* _Aim of the task_
Nothing but the text of the records belongs in your answer: repeat all of it exactly and leave out the images.

* _Input_
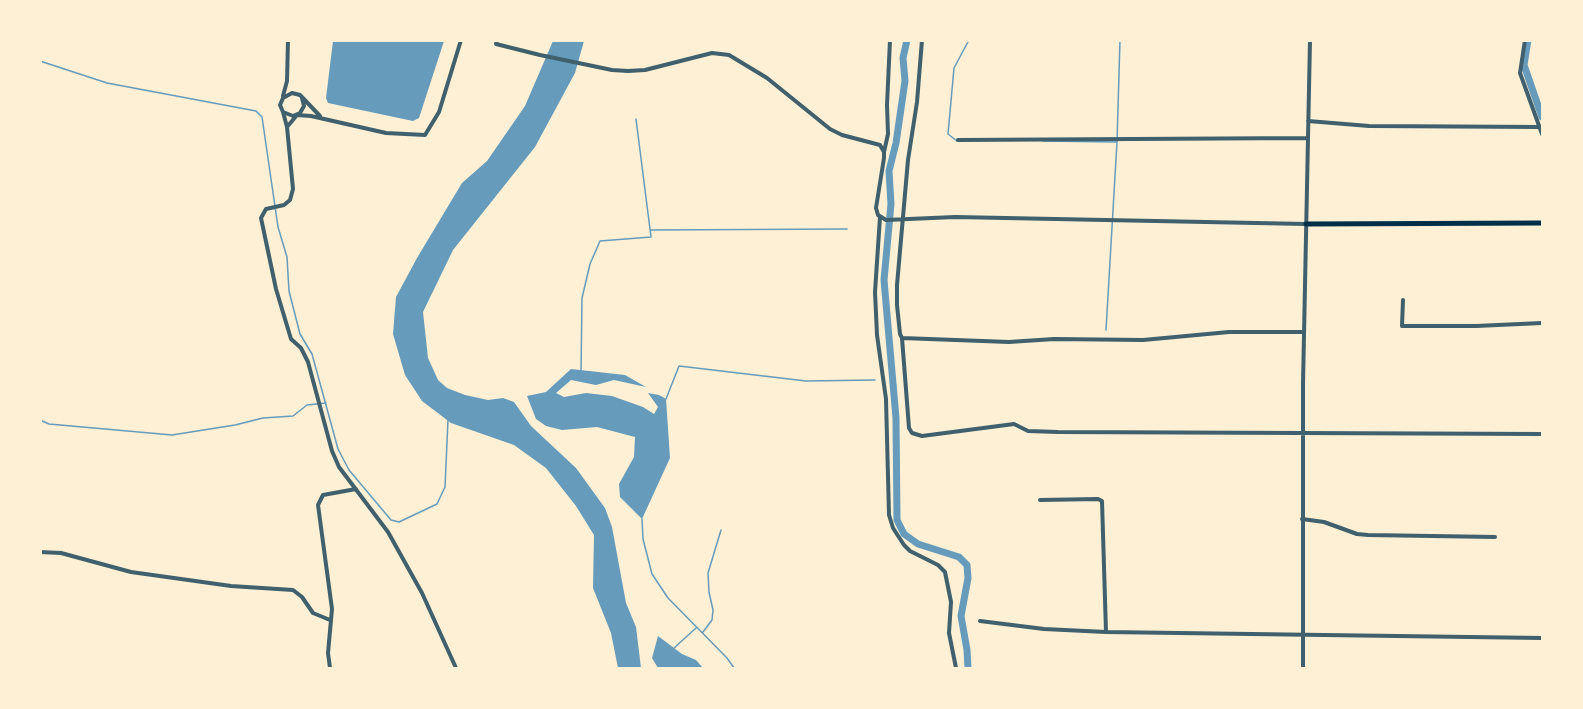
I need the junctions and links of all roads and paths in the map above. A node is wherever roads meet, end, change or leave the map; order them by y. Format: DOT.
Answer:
graph roads {
  1 [pos="288,40"];
  2 [pos="461,40"];
  3 [pos="497,40"];
  4 [pos="890,40"];
  5 [pos="922,40"];
  6 [pos="1310,40"];
  7 [pos="1525,40"];
  8 [pos="287,81"];
  9 [pos="301,97"];
  10 [pos="282,98"];
  11 [pos="283,112"];
  12 [pos="297,115"];
  13 [pos="322,118"];
  14 [pos="1308,121"];
  15 [pos="287,127"];
  16 [pos="1540,127"];
  17 [pos="1542,134"];
  18 [pos="1307,138"];
  19 [pos="958,140"];
  20 [pos="884,152"];
  21 [pos="880,217"];
  22 [pos="903,220"];
  23 [pos="1542,223"];
  24 [pos="1306,224"];
  25 [pos="1403,300"];
  26 [pos="1542,323"];
  27 [pos="1304,332"];
  28 [pos="903,339"];
  29 [pos="1303,433"];
  30 [pos="1542,434"];
  31 [pos="356,489"];
  32 [pos="1040,500"];
  33 [pos="1302,519"];
  34 [pos="1496,537"];
  35 [pos="40,552"];
  36 [pos="330,620"];
  37 [pos="980,621"];
  38 [pos="1106,632"];
  39 [pos="1303,634"];
  40 [pos="1542,638"];
  41 [pos="330,669"];
  42 [pos="456,669"];
  43 [pos="956,669"];
  44 [pos="1303,669"];
  1 -- 8 [label="street"];
  2 -- 13 [label="street"];
  3 -- 20 [label="street"];
  4 -- 20 [label="street"];
  5 -- 22 [label="street"];
  6 -- 14 [label="street"];
  7 -- 16 [label="street"];
  8 -- 9 [label="street"];
  8 -- 10 [label="street"];
  9 -- 10 [label="street"];
  9 -- 12 [label="street"];
  9 -- 13 [label="street"];
  10 -- 11 [label="street"];
  11 -- 12 [label="street"];
  11 -- 15 [label="street"];
  12 -- 13 [label="street"];
  12 -- 15 [label="street"];
  14 -- 16 [label="street"];
  14 -- 18 [label="street"];
  15 -- 31 [label="street"];
  16 -- 17 [label="street"];
  18 -- 19 [label="street"];
  18 -- 24 [label="street"];
  20 -- 21 [label="street"];
  21 -- 22 [label="street"];
  21 -- 43 [label="street"];
  22 -- 24 [label="street"];
  22 -- 28 [label="street"];
  23 -- 24 [label="main road"];
  24 -- 27 [label="street"];
  25 -- 26 [label="street"];
  27 -- 28 [label="street"];
  27 -- 29 [label="street"];
  28 -- 29 [label="street"];
  29 -- 30 [label="street"];
  29 -- 33 [label="street"];
  31 -- 36 [label="street"];
  31 -- 42 [label="street"];
  32 -- 38 [label="street"];
  33 -- 34 [label="street"];
  33 -- 39 [label="street"];
  35 -- 36 [label="street"];
  36 -- 41 [label="street"];
  37 -- 38 [label="street"];
  38 -- 39 [label="street"];
  39 -- 40 [label="street"];
  39 -- 44 [label="street"];
}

* _Exercise solution_
I need the junctions and links of all roads and paths in the map above. A node is wherever roads meet, end, change or leave the map; order them by y. Format: DOT.
Answer:
graph roads {
  1 [pos="288,40"];
  2 [pos="461,40"];
  3 [pos="497,40"];
  4 [pos="890,40"];
  5 [pos="922,40"];
  6 [pos="1310,40"];
  7 [pos="1525,40"];
  8 [pos="287,81"];
  9 [pos="301,97"];
  10 [pos="282,98"];
  11 [pos="283,112"];
  12 [pos="297,115"];
  13 [pos="322,118"];
  14 [pos="1308,121"];
  15 [pos="287,127"];
  16 [pos="1540,127"];
  17 [pos="1542,134"];
  18 [pos="1307,138"];
  19 [pos="958,140"];
  20 [pos="884,152"];
  21 [pos="880,217"];
  22 [pos="903,220"];
  23 [pos="1542,223"];
  24 [pos="1306,224"];
  25 [pos="1403,300"];
  26 [pos="1542,323"];
  27 [pos="1304,332"];
  28 [pos="903,339"];
  29 [pos="1303,433"];
  30 [pos="1542,434"];
  31 [pos="356,489"];
  32 [pos="1040,500"];
  33 [pos="1302,519"];
  34 [pos="1496,537"];
  35 [pos="40,552"];
  36 [pos="330,620"];
  37 [pos="980,621"];
  38 [pos="1106,632"];
  39 [pos="1303,634"];
  40 [pos="1542,638"];
  41 [pos="330,669"];
  42 [pos="456,669"];
  43 [pos="956,669"];
  44 [pos="1303,669"];
  1 -- 8 [label="street"];
  2 -- 13 [label="street"];
  3 -- 20 [label="street"];
  4 -- 20 [label="street"];
  5 -- 22 [label="street"];
  6 -- 14 [label="street"];
  7 -- 16 [label="street"];
  8 -- 9 [label="street"];
  8 -- 10 [label="street"];
  9 -- 10 [label="street"];
  9 -- 12 [label="street"];
  9 -- 13 [label="street"];
  10 -- 11 [label="street"];
  11 -- 12 [label="street"];
  11 -- 15 [label="street"];
  12 -- 13 [label="street"];
  12 -- 15 [label="street"];
  14 -- 16 [label="street"];
  14 -- 18 [label="street"];
  15 -- 31 [label="street"];
  16 -- 17 [label="street"];
  18 -- 19 [label="street"];
  18 -- 24 [label="street"];
  20 -- 21 [label="street"];
  21 -- 22 [label="street"];
  21 -- 43 [label="street"];
  22 -- 24 [label="street"];
  22 -- 28 [label="street"];
  23 -- 24 [label="main road"];
  24 -- 27 [label="street"];
  25 -- 26 [label="street"];
  27 -- 28 [label="street"];
  27 -- 29 [label="street"];
  28 -- 29 [label="street"];
  29 -- 30 [label="street"];
  29 -- 33 [label="street"];
  31 -- 36 [label="street"];
  31 -- 42 [label="street"];
  32 -- 38 [label="street"];
  33 -- 34 [label="street"];
  33 -- 39 [label="street"];
  35 -- 36 [label="street"];
  36 -- 41 [label="street"];
  37 -- 38 [label="street"];
  38 -- 39 [label="street"];
  39 -- 40 [label="street"];
  39 -- 44 [label="street"];
}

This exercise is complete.